Even with the February sunshine, most anglers were still at home. I moved into Stilts and had a 29lb 8oz mirror, a recapture I’d had earlier from Dugout.
The next night I had a 20lb half-lin on a single, naked chod.

But the real clue came from sound, not sight: fish showing again in that quiet bay.
A warm day helped. I baited the old spot under the willow with a handful of bait and returned the following week.
That night I had another recapture, the same 30lb mirror.
The bay was waking up.
March
Early March gave me a 15lb mid-double from under the willow. Not a big fish, but a confirmation. They were getting in there and I was ready for them.
I knew I was close.
In autumn I’d seen shapes in that bay I couldn’t quite identify: the numbers, the behaviour, the way they fed. I was sure the bigger ones were getting in there, and it all pointed towards Shoulders.

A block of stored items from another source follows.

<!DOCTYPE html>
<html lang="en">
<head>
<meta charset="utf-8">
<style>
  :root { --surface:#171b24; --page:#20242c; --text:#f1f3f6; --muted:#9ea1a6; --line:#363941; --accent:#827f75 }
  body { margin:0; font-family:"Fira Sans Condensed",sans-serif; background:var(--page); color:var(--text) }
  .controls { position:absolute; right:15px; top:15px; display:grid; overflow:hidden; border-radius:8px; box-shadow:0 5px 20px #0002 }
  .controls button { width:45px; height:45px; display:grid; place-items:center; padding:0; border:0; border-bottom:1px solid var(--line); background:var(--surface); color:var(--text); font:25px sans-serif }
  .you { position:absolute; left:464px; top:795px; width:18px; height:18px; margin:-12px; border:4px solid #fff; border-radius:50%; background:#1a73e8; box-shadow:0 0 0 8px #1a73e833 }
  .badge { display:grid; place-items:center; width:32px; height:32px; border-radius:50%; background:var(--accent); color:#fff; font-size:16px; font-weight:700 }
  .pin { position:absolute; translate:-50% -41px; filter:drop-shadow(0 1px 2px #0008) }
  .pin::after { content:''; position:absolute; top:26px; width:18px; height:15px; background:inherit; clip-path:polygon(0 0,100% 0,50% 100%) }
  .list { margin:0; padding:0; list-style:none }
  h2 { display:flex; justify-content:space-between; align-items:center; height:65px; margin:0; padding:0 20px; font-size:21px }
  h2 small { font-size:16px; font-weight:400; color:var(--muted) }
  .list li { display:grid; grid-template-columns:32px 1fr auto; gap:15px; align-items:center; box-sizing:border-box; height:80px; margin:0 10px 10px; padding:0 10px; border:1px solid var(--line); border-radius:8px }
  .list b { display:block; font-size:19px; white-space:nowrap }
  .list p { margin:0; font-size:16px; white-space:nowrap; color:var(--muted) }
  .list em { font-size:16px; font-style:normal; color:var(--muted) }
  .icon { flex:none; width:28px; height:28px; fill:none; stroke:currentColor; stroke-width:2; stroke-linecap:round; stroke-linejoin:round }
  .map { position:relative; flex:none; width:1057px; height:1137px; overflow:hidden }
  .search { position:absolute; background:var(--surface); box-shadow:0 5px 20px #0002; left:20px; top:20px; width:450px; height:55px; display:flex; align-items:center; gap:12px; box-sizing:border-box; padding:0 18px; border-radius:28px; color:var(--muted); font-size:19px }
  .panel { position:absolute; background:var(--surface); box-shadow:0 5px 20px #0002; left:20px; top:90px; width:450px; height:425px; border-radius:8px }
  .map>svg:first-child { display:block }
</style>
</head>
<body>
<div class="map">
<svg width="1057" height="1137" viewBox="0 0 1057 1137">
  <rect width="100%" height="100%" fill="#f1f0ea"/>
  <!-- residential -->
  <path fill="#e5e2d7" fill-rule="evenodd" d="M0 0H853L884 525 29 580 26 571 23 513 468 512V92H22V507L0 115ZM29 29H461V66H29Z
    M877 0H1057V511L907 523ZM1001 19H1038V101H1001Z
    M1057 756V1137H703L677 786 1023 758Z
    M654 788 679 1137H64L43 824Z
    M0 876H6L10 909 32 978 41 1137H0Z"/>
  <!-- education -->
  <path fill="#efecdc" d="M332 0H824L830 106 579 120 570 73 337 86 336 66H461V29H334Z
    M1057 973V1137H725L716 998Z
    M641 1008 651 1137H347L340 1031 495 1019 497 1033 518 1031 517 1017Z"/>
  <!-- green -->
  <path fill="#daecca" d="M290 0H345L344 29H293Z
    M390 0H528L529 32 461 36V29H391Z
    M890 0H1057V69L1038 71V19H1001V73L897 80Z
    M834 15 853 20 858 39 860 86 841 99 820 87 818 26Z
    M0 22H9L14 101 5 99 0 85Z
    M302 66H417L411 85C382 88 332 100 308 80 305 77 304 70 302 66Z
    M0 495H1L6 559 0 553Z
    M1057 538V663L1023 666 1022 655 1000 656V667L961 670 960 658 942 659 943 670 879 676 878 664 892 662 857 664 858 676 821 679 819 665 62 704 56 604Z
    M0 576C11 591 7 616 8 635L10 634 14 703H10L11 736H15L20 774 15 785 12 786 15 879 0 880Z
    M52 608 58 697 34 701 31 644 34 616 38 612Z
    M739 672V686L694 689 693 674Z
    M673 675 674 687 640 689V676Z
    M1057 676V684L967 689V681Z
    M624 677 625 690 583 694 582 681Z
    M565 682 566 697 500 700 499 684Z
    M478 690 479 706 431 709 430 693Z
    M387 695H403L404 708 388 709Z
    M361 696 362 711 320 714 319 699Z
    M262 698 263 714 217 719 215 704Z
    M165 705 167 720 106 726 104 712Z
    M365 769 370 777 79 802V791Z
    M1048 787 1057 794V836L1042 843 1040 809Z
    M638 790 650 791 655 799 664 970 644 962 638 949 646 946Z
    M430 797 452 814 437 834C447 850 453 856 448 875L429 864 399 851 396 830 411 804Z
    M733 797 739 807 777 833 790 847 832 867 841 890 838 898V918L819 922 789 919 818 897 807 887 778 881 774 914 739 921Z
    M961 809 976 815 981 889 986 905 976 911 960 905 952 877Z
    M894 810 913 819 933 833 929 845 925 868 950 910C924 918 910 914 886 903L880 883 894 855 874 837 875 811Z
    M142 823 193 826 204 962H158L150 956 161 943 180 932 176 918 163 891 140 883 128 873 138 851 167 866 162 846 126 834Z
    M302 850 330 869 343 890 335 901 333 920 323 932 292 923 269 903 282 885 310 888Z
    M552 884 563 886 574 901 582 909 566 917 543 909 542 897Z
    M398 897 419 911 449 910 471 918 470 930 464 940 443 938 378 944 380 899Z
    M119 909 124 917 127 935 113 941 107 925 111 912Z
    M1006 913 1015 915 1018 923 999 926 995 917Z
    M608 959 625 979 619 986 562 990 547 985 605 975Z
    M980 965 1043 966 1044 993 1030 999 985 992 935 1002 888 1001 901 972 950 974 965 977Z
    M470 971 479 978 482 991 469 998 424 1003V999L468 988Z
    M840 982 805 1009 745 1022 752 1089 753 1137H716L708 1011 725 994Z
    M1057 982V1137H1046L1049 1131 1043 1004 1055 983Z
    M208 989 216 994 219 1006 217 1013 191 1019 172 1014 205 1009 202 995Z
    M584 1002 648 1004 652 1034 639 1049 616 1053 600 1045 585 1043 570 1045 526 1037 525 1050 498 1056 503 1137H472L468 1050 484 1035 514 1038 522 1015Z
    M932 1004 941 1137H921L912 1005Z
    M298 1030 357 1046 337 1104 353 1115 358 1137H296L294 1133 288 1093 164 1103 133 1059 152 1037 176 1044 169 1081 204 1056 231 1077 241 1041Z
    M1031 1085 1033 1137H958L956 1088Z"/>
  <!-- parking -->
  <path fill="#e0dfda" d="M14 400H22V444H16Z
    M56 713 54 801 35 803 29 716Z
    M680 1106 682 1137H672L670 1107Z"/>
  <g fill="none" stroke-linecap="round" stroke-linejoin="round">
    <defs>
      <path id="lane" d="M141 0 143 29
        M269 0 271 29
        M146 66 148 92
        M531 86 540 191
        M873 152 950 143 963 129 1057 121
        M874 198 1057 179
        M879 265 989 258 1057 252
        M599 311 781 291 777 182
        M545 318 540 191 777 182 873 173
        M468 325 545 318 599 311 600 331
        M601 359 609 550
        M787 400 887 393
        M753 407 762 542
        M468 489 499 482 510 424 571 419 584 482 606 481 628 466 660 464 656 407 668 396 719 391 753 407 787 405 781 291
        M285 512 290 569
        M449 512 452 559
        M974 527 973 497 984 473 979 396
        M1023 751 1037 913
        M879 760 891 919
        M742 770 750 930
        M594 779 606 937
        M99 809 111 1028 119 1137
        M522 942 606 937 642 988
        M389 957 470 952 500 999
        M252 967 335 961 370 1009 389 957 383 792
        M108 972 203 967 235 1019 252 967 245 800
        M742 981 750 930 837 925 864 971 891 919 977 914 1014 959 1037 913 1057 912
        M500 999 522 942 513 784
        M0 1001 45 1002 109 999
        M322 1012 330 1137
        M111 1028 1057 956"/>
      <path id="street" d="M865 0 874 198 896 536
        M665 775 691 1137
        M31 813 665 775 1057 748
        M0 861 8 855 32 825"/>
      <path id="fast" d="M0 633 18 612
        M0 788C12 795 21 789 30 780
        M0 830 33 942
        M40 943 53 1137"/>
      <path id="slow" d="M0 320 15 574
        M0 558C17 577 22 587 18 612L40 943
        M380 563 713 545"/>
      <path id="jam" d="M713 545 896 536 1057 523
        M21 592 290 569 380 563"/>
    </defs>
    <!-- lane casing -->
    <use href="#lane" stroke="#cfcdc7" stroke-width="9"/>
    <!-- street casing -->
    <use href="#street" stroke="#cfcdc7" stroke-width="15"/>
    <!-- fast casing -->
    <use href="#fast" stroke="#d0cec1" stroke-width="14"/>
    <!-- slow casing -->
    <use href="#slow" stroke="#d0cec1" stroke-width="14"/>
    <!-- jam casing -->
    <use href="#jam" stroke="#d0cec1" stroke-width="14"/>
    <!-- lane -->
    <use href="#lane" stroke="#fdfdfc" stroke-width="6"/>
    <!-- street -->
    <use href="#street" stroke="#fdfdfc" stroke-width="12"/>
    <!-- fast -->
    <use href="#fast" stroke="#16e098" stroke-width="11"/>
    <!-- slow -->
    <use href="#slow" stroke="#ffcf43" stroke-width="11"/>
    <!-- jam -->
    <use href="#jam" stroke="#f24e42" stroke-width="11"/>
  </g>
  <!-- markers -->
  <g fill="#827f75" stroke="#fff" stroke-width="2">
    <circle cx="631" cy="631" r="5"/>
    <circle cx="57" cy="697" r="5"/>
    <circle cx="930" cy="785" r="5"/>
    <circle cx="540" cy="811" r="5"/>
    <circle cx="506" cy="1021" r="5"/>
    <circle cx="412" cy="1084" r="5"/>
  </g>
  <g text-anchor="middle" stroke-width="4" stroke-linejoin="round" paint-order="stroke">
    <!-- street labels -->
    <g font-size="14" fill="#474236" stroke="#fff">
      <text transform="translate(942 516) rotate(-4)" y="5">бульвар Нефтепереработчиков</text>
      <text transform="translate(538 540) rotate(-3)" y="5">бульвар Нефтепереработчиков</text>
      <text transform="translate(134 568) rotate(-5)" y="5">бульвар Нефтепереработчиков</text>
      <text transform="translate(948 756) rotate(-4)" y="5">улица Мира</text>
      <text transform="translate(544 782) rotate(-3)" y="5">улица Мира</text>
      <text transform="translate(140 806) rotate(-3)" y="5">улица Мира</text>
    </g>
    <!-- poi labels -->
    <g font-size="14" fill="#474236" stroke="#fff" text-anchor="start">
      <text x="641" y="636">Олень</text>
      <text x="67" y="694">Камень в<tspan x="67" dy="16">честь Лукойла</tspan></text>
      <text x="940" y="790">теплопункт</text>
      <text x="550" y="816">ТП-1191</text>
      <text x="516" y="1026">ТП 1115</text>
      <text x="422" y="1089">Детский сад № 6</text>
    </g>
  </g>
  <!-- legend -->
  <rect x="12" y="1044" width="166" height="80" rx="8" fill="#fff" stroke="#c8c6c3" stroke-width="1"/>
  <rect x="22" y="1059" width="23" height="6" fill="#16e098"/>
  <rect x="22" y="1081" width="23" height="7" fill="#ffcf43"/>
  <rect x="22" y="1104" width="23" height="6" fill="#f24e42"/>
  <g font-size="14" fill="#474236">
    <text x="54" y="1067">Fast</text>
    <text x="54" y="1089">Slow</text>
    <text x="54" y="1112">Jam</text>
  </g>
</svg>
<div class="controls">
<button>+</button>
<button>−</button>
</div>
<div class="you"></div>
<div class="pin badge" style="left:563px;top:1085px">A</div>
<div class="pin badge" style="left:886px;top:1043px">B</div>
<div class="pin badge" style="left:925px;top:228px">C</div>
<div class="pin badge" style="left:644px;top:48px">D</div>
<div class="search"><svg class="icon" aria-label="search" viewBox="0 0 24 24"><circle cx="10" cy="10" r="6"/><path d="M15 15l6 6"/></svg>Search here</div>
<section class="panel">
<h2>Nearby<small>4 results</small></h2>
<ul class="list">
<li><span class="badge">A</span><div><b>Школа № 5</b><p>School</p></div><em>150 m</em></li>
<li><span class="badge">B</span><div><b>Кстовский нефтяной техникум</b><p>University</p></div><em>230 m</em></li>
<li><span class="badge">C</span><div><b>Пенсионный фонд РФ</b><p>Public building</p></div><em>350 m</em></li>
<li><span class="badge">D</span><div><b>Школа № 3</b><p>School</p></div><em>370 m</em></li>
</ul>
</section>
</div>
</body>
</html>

The water was warming. We’d had a nice little spell at the end of February. I put half a kilo in the day before, and that morning at the tackle shop someone mentioned they’d seen fish feeding in the bay.
I drove straight to the lake.
When I arrived, they were still there, feeding on my spot. I waited until they drifted off before lowering in a yellow 13mm Cell dumbbell wafter with Cell and sweetcorn scattered over the top.
Hours passed. I dozed. Woke at 2pm. Put the kettle on.
Then the rod pulled up tight, leaning left, half out of the alarm head.
The fight was chaos, a fish that refused to be predicted. Twice it tried to get round the islands. Four times it came up for the net. This old beast had seen a net before ! As soon as I even looked at the net, it bolted.
When it finally rolled over, head breaking the surface, it was definite surrender.
Looking into the net, it was hard not to let out a cheer. You know that feeling when you’ve got the one you want: the wait is over, and the buzz is so intense everything goes into hyper mode.
Shoulders was mine. The fish that had started the whole thing.

A Copse Lake Reflection
“It’s so busy,” I kept saying afterwards. “I’d have loved to stay on for the Orange, but it’s just too much.”
The truth is simpler: I got what I came for.
A year on the Yateley Copse taught me that pressured lakes don’t reward aggression. They reward attention. The willingness to step sideways into the places everyone else walks past. The discipline to keep a good thing quiet. The patience to let a pattern build rather than force one.
Catching your target fish in March feels so sweet. I could move on, and by April I was on to a new lake, a new challenge, and a fresh start.